Англичанин Флетчер, написавший в сие время книгу о России, указывал в ней, что русские люди весьма способны к просвещению, "имея много ума природнаго, заметнаго и в самых детях". Грозный отличал одаренных юношей и поощрял их стремление к образованию, о чем свидетельствует сам Николай Михайлович: "...Самовластный Иоанн посылал молодых людей учиться в Европе. Заботясь о процветании у нас художеств и наук, сей государь звал к себе на службу выдающихся иностранцев, славных своим умом и. опытностью в искусствах, например, итальянского графа Шкота. Современники утверждали, что "сей Граф, достойно уважаемый Императором и многими Венценосцами, знает все языки под солнцем и все науки, так, что ни в Италии, ни в Германии нельзя найти ему подобнаго". Так кем же все-таки был Иоанн IV, мрачным извергом или просвещенным монархом?
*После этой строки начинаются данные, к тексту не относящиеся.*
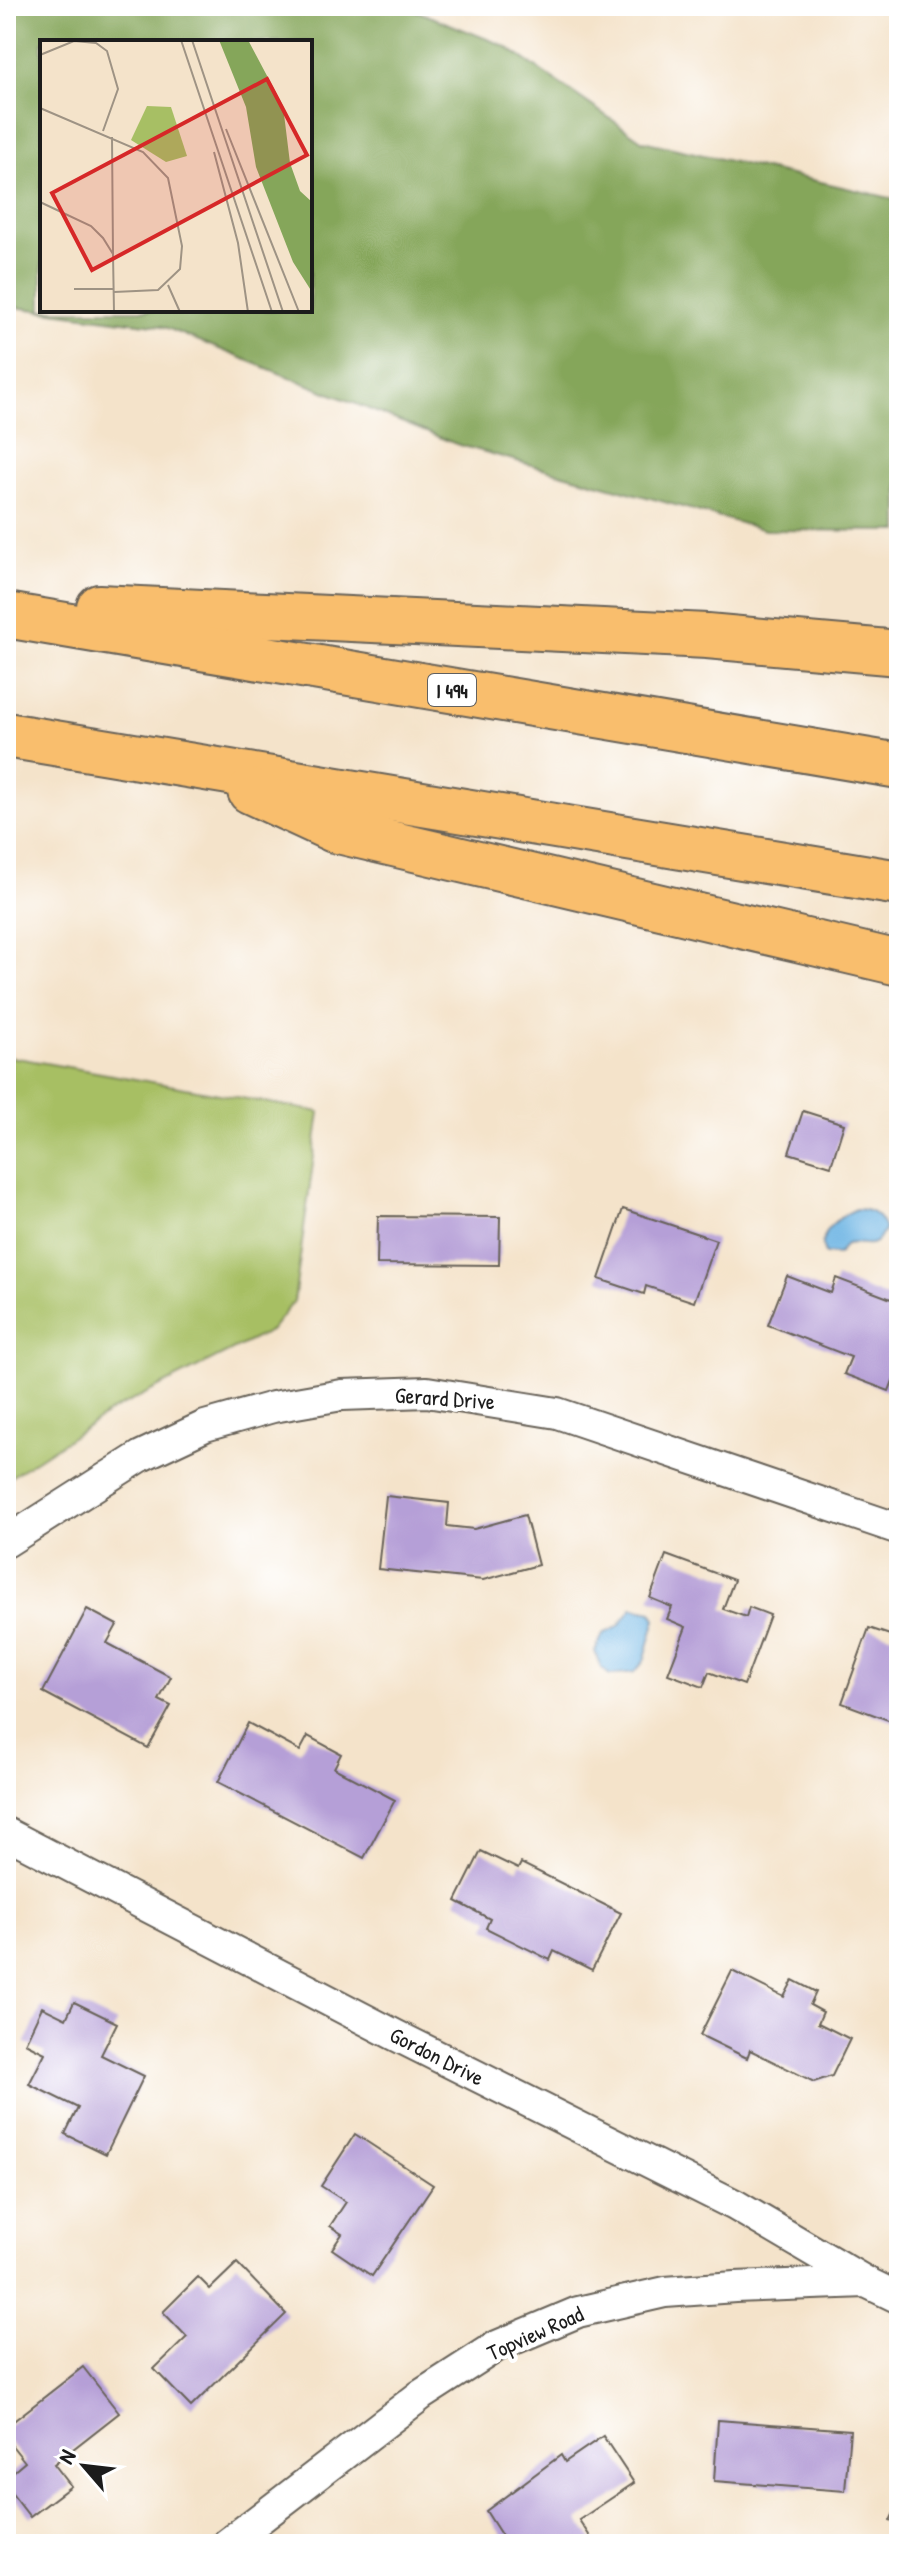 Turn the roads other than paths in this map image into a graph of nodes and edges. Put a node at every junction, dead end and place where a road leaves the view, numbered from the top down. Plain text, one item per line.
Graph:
1 (6, 602) edge
2 (6, 615) edge
3 (707, 636) junction
4 (899, 636) edge
5 (899, 653) edge
6 (6, 735) edge
7 (899, 766) edge
8 (197, 767) junction
9 (899, 883) edge
10 (899, 963) edge
11 (899, 1529) edge
12 (6, 1542) edge
13 (6, 1833) edge
14 (866, 2282) junction
15 (899, 2298) edge
16 (227, 2544) edge

1 - 3 highway
2 - 7 highway, I 494
3 - 4 highway
3 - 5 highway
6 - 8 highway
8 - 9 highway
8 - 10 highway
11 - 12 street, Gerard Drive
13 - 14 street, Gordon Drive
14 - 15 street, Topview Road
14 - 16 street, Topview Road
Карамзин, как видим, противоречит сам себе, когда пишет о русских царях того времени, в том числе и о Грозном: "Постоянно следуя правилам Иоанна III; золотом и честию маня к себе художества искусства науки Европейския; размножая церковныя училища и число людей грамотных, Приказных, коим самое Дворянство завидовало в их важности государственной, Цари без сомнения не боялись просвещения, но желали как могли или умели ему способствовать". К сему времени относится появление первых русских учебников по геометрии и арифметике. В предисловии к последней говорилось, что "без сей численной Философии, изобретения Финикийскаго, единой из семи свободных мудростей, нельзя быть ни Философом, ни Доктором, ни гостем искусным в делах торговых, и что ея знанием можно снискать великую милость Государеву". В обеих книгах употребляются в счислении славянские цифры. В правление Феодора возникла и Книга Большаго Чертежа, то есть древнейшая география государства российского.
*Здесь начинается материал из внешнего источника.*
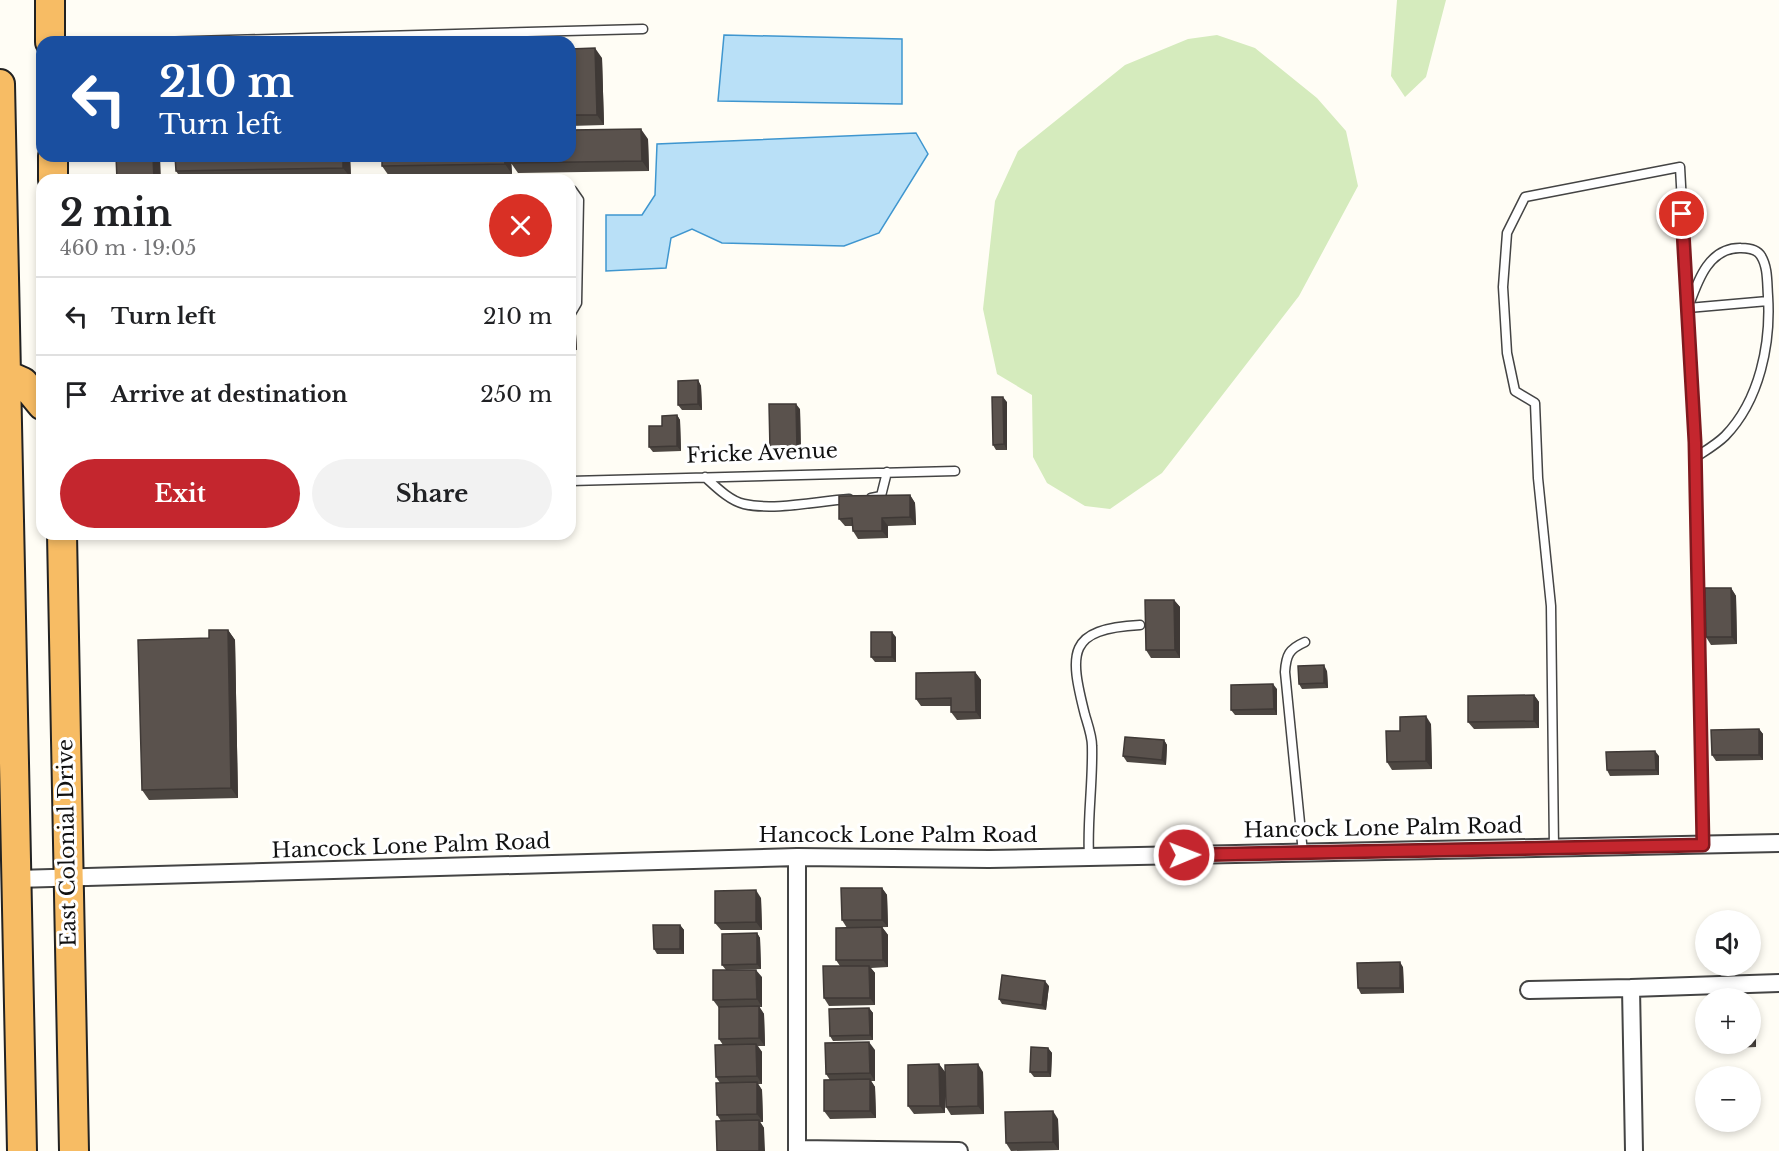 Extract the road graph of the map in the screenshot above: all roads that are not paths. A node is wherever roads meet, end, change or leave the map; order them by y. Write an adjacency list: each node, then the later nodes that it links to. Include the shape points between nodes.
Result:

Говоря о тогдашней русской словесности, Карамзин не мог умолчать о писаниях Грозного: "Причислим ли к Писателям и самого Иоанна, как творца плодовитых, велеречивых посланий богословских укорительных и насмешливых? В слоге его есть живость, в Диалектике сила. Лучшими творениями сего века в смысле правильности и ясности должно назвать Степенную Книгу, Минею Макариеву и Стоглав". Государь принял непосредственное участие в создании этих шедевров Российской словесности. Читая его переписку с князем Андреем Курбским, я не удивляюсь бездарности последнего, но не перестаю изумляться остроумием и просвещенностью русского царя, изяществом его слога, А какими похвалами оценить его богослужебные гимны, положенные на знаменный распев и вошедшие в сокровищницу национальной культуры?!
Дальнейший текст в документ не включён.